───── TASK MATERIAL
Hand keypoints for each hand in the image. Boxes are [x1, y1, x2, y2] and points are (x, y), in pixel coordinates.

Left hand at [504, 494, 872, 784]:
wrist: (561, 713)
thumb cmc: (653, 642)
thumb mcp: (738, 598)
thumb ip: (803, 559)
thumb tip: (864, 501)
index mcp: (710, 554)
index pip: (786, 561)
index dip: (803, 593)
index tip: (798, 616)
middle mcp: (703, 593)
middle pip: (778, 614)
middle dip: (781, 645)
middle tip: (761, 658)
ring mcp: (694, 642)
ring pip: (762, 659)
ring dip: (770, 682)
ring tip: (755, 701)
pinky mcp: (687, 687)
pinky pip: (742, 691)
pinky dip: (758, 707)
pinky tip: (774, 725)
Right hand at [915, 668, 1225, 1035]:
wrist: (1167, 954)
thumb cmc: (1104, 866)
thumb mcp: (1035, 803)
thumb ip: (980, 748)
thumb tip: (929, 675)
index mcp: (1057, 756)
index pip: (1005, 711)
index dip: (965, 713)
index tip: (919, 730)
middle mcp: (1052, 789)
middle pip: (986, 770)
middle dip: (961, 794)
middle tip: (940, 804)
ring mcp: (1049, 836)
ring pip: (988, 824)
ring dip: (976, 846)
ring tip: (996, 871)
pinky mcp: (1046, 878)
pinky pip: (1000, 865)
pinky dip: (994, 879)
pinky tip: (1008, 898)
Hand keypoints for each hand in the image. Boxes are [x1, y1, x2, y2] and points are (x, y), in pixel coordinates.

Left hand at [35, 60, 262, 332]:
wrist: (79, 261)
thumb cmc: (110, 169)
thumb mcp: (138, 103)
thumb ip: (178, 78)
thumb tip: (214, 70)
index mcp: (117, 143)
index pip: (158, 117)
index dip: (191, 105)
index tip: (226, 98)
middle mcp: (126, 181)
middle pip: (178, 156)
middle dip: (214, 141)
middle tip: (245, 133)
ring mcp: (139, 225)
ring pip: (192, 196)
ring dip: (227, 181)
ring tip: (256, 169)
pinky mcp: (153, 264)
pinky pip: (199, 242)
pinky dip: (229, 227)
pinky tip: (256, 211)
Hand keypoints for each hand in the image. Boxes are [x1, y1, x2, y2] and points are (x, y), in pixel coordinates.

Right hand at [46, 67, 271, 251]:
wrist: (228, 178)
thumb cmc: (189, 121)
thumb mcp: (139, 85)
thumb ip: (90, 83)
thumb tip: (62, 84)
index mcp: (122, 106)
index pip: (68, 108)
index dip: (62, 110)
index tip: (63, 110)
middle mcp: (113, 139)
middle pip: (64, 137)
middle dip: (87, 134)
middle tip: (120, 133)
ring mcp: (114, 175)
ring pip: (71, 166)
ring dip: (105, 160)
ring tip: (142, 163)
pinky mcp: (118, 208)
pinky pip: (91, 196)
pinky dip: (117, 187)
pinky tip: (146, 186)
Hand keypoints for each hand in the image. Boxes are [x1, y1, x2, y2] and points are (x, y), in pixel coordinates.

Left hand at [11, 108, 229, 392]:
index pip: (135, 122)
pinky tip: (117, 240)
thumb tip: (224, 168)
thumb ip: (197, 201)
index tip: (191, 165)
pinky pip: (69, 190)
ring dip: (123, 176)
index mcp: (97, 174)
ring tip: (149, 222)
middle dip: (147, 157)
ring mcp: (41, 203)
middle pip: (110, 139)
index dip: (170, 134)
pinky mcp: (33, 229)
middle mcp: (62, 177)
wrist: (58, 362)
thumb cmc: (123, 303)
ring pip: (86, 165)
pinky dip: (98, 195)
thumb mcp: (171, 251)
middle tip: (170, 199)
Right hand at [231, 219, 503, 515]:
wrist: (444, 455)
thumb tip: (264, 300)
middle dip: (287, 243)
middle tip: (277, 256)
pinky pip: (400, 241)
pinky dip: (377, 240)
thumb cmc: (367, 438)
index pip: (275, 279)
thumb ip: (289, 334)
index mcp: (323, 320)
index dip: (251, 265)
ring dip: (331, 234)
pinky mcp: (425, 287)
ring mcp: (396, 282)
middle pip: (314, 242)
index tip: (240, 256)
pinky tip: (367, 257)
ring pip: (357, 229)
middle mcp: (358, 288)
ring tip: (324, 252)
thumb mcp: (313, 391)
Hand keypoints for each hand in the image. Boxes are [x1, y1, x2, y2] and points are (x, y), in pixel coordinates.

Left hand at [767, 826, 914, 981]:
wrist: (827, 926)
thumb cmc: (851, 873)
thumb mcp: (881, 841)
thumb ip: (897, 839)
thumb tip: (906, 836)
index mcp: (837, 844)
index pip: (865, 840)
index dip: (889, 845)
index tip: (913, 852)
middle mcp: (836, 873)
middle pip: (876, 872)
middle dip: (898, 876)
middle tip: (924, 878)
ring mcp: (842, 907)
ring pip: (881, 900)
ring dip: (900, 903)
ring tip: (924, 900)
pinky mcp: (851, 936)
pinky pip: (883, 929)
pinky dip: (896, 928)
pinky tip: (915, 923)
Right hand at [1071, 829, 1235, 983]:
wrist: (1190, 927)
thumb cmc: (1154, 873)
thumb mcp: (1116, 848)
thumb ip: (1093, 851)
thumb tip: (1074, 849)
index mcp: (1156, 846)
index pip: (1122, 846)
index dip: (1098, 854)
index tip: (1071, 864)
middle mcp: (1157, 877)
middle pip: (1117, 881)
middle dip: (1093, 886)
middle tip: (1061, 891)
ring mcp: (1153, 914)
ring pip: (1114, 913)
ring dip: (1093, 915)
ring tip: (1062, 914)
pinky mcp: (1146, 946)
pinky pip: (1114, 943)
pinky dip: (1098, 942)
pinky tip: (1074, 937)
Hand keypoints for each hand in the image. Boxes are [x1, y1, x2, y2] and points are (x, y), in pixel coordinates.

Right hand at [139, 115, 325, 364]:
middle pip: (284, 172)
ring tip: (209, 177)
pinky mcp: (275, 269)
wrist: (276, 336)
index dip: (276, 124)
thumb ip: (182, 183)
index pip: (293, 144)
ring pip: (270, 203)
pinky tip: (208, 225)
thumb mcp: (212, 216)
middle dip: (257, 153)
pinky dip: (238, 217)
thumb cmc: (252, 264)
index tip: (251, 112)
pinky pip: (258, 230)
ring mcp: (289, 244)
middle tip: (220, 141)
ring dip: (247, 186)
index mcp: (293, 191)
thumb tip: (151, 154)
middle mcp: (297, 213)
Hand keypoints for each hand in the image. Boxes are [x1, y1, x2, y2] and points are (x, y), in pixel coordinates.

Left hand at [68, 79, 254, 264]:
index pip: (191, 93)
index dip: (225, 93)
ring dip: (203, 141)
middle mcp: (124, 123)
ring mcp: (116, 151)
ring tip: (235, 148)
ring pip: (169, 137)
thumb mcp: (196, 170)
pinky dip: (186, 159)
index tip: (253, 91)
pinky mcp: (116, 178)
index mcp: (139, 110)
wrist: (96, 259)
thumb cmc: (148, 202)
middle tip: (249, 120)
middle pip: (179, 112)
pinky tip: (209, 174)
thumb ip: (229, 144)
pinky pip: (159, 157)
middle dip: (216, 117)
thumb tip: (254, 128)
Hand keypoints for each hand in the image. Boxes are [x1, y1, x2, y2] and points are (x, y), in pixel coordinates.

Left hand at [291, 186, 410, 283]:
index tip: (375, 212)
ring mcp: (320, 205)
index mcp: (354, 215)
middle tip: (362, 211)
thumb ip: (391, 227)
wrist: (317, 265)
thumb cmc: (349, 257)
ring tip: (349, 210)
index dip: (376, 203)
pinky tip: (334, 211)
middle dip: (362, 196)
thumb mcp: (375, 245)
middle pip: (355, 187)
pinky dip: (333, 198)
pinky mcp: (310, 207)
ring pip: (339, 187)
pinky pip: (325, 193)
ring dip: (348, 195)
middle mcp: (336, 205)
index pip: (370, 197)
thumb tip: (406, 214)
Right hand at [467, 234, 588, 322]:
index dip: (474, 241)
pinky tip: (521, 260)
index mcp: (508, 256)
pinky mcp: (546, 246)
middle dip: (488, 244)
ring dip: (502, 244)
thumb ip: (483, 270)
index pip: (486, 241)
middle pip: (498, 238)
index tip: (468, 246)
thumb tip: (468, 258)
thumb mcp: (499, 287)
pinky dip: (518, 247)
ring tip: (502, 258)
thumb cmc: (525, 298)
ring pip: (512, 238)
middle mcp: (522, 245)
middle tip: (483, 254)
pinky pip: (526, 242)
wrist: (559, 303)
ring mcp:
──────────
TO DO:
Find where the line with "index tip: (240, 256)" sits in the material above, then copy exactly from it through the line with "ring tip: (1062, 914)". Add no other line.

SOLUTION FOR THIS TASK:
index tip: (240, 256)
pinky tip: (367, 257)
ring pip: (357, 229)
middle mcp: (358, 288)
ring tip: (324, 252)
thumb mcp: (313, 391)
Hand keypoints for each hand in the image. Boxes are [x1, y1, x2, y2] and points are (x, y), in pixel coordinates.

Left hand at [767, 826, 914, 981]:
wrist: (827, 926)
thumb cmc: (851, 873)
thumb mcp: (881, 841)
thumb ip: (897, 839)
thumb tip: (906, 836)
index mcp: (837, 844)
index pip: (865, 840)
index dip: (889, 845)
index tip: (913, 852)
middle mcp: (836, 873)
middle pip: (876, 872)
middle dip: (898, 876)
middle tip: (924, 878)
ring mcp: (842, 907)
ring pip: (881, 900)
ring dip: (900, 903)
ring tip: (924, 900)
pinky mcp: (851, 936)
pinky pip: (883, 929)
pinky dip: (896, 928)
pinky tip: (915, 923)
Right hand at [1071, 829, 1235, 983]:
wrist: (1190, 927)
thumb cmc: (1154, 873)
thumb mcp: (1116, 848)
thumb ip: (1093, 851)
thumb tip: (1074, 849)
index mcp: (1156, 846)
index pip: (1122, 846)
index dip: (1098, 854)
index tip: (1071, 864)
middle mcp: (1157, 877)
middle pip: (1117, 881)
middle dip: (1093, 886)
middle tip: (1061, 891)
ring mcp: (1153, 914)
ring pip: (1114, 913)
ring dip: (1093, 915)
ring tip: (1062, 914)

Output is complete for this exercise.